A co-enzyme and endogenous fluorophore called NADH (nicotinamide adenine dinucleotide plus hydrogen is the focus of the team’s research.

Chia said that NADH is vital to the energy production pathways inside cells and that it loses its fluorescence when it oxidizes to NAD+. Because of this, Levene said, “we can use NADH fluorescence as a proxy for the metabolic state both in mitochondria, where oxidative metabolism takes place, and in the cytosol, where nonoxidative metabolism takes place.”

Chia said that, when measured in a complex environment such as the brain, NADH will have multiple fluorescence lifetimes. “FLIM can help us discern different enzymatic binding by the NADH found in epileptic brain tissue. By doing so, we can see where NADH is concentrated and what type of enzymatic activity it is undergoing.”

With this information, the researchers hope to piece together a model of neurometabolism in the epileptic brain.

FLIM and epilepsy

The task for Levene’s team is to figure out which cells – neurons or astrocytes – and which cell parts – mitrochondria or the cytosol – participate in NADH’s response to stimulation, both in epileptic tissue and in control samples. “And to characterize both the concentration change and changes to binding of NADH in these regions,” Levene added.

Chia said that NADH, when “free” or unbound to an enzyme, has a distribution of lifetimes ranging from about 200 to about 400 ps. Binding to one particular enzyme changes the lifetime of NADH to a difference distribution of approximately 500 to about 700 ps. Binding to another enzyme gives NADH a lifetime distribution of about 4 to 5 ns.

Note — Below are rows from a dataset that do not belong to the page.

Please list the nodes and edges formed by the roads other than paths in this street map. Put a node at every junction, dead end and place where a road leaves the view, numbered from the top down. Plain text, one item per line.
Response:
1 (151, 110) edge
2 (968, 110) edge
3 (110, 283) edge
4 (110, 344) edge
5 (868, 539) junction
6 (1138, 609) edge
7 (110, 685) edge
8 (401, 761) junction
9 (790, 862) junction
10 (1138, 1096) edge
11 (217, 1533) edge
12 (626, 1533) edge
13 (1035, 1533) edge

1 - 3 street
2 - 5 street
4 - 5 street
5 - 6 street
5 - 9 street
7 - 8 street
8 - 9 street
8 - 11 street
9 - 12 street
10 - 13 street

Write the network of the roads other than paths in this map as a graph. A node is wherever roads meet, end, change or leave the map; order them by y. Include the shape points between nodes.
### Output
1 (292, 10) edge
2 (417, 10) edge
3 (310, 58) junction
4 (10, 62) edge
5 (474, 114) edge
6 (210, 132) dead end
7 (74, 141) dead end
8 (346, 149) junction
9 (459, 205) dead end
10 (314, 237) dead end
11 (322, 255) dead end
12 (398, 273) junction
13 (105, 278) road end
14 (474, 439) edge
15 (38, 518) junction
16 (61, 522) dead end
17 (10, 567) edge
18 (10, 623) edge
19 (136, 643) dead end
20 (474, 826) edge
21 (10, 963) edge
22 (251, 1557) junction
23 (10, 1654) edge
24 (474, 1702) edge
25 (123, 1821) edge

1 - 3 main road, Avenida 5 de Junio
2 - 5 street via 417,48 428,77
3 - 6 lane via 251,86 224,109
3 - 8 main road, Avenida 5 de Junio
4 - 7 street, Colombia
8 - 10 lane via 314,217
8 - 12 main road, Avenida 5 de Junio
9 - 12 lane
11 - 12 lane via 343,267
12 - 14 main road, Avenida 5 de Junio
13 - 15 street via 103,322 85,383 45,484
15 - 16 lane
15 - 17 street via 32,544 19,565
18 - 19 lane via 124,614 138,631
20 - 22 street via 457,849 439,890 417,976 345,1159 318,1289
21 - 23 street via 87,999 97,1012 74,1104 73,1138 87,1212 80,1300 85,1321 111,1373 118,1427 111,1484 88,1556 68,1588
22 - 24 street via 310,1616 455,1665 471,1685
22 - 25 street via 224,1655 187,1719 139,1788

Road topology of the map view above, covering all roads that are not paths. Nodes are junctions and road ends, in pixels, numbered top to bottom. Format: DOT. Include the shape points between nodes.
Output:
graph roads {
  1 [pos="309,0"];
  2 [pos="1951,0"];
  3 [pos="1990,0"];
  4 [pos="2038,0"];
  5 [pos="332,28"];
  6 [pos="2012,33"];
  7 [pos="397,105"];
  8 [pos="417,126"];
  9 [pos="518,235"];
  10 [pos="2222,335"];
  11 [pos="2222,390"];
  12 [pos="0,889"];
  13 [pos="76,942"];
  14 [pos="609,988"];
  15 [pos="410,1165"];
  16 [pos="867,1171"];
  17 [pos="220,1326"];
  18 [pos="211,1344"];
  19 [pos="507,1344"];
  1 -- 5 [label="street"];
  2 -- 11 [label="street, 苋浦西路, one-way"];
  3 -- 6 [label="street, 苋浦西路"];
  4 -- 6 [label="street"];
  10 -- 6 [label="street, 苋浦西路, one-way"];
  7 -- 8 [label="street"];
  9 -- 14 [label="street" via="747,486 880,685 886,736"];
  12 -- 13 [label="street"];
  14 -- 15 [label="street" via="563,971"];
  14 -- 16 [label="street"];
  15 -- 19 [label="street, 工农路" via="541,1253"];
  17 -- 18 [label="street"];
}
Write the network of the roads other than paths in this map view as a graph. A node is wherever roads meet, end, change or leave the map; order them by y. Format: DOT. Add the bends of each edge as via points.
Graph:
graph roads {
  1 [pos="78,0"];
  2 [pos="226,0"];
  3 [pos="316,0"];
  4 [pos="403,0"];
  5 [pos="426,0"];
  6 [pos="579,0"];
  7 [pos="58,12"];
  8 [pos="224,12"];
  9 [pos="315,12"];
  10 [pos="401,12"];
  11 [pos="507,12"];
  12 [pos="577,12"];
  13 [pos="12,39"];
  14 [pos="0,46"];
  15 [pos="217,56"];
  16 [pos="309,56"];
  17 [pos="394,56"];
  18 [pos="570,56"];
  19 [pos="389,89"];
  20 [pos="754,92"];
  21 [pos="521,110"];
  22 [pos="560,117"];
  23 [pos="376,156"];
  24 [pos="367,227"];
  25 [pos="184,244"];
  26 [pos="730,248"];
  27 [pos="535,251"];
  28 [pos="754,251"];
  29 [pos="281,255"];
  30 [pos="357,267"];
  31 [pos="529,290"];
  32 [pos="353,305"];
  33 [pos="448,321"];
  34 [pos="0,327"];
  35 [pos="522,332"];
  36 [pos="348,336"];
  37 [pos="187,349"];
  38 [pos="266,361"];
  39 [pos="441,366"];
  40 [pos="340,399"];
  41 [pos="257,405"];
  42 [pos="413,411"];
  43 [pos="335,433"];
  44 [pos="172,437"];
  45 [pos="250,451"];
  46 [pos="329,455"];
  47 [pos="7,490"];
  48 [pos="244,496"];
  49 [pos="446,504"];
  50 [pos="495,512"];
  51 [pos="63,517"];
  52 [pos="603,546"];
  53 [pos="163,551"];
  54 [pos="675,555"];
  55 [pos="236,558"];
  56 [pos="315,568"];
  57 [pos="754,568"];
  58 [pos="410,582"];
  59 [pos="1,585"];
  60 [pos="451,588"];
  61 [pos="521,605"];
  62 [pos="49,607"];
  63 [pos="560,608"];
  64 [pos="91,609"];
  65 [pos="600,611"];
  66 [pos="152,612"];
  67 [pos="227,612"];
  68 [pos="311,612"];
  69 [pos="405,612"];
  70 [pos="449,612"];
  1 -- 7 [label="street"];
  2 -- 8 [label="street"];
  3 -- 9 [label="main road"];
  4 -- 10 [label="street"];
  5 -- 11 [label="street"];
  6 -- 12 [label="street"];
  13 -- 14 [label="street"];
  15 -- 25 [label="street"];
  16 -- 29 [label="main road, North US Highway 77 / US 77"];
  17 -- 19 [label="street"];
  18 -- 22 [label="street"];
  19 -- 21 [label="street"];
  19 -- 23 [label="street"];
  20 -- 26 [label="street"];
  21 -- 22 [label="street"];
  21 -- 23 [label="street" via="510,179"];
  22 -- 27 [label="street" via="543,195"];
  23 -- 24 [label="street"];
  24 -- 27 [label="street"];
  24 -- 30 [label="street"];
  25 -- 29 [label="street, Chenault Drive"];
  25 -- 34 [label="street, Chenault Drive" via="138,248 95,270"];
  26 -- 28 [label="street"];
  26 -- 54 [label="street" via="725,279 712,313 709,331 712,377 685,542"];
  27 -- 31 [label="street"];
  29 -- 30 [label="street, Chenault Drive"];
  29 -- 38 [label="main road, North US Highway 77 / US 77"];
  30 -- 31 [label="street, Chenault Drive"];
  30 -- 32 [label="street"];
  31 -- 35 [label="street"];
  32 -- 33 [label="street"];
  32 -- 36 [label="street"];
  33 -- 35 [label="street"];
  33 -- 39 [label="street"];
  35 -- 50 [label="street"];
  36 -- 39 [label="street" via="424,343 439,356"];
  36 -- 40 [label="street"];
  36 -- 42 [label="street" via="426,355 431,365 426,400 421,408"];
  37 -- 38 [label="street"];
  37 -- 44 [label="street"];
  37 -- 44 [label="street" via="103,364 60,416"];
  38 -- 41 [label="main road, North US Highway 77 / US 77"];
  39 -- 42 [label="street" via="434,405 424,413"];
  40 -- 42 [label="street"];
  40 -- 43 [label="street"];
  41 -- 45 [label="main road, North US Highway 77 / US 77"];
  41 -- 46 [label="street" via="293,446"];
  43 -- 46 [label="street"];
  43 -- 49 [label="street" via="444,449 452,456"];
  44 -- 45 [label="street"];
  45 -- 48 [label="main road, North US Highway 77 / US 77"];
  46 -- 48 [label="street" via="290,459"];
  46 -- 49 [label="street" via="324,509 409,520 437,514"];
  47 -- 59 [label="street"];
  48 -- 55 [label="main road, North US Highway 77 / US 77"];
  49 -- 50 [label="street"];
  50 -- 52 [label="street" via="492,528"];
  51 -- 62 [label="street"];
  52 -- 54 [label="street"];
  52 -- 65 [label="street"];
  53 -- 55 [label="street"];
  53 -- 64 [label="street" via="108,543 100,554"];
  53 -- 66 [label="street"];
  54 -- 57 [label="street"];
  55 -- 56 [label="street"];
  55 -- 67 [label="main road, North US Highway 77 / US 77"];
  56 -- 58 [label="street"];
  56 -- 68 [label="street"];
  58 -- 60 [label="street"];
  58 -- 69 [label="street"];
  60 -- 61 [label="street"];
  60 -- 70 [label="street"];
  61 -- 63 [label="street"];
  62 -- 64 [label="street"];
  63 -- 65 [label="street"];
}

Assigning a unique color to each of the three “species” of NADH – short-, medium- and long-lifetime – gave the researchers an image of where NADH is free, bound to an enzyme giving a medium lifetime, or bound to an enzyme  giving NADH a very long lifetime.

“As it turns out,” Chia said, “free NADH is predominantly located in the cytosol; NADH bound to an enzyme giving it a medium lifetime is predominantly found in the neuropil; and NADH bound to an enzyme giving it a long lifetime is predominantly found inside the mitochondria.

“These data are convincing, given that the cytosol has relatively low metabolic activity compared to the neuropil, where all the synaptic communication occurs. It is not surprising that mitochondria have longest-lifetime NADH because of the high metabolic activity that occurs inside this organelle.”

Applying this custom program to data from rats with a model for temporal lobe epilepsy (pilocarpine model) as well as to a group of wild-type control mice resulted in initial data that shows oxidative-metabolism defects in the dendritic layer of the pilocarpine model rat.

“Additionally, there may be abnormalities that are preventing an increase in NADH in the cell layer,” Chia said. “This could be due to increased oxidation in cytosol – more NADH changing over to NAD+ – or deficiencies in NAD+ reduction.”

Future research

Even with the initial success of their image-processing approach, there is still much to be done, and Levene has received funding from the Dana Foundation for the continuation of the studies.

“The next step,” Chia said, “is to apply our technique to more tissue samples. We plan to complete a more comprehensive study using an animal model of temporal lobe epilepsy and compare the data to wild-type animals of the same strain.”

But animals aren’t the only subjects: By teaming up with Yale’s department of neurosurgery, Levene has gained access to living human brain tissue removed from epileptic patients.

“The ultimate goal is to pinpoint exact abnormalities in epileptic brain tissue and develop therapy to restore the tissue to its original neurometabolic state,” Chia said.


GLOSSARY
fluorescence
The emission of light or other electromagnetic radiation of longer wavelengths by a substance as a result of the absorption of some other radiation of shorter wavelengths, provided the emission continues only as long as the stimulus producing it is maintained. In other words, fluorescence is the luminescence that persists for less than about 10-8 s after excitation.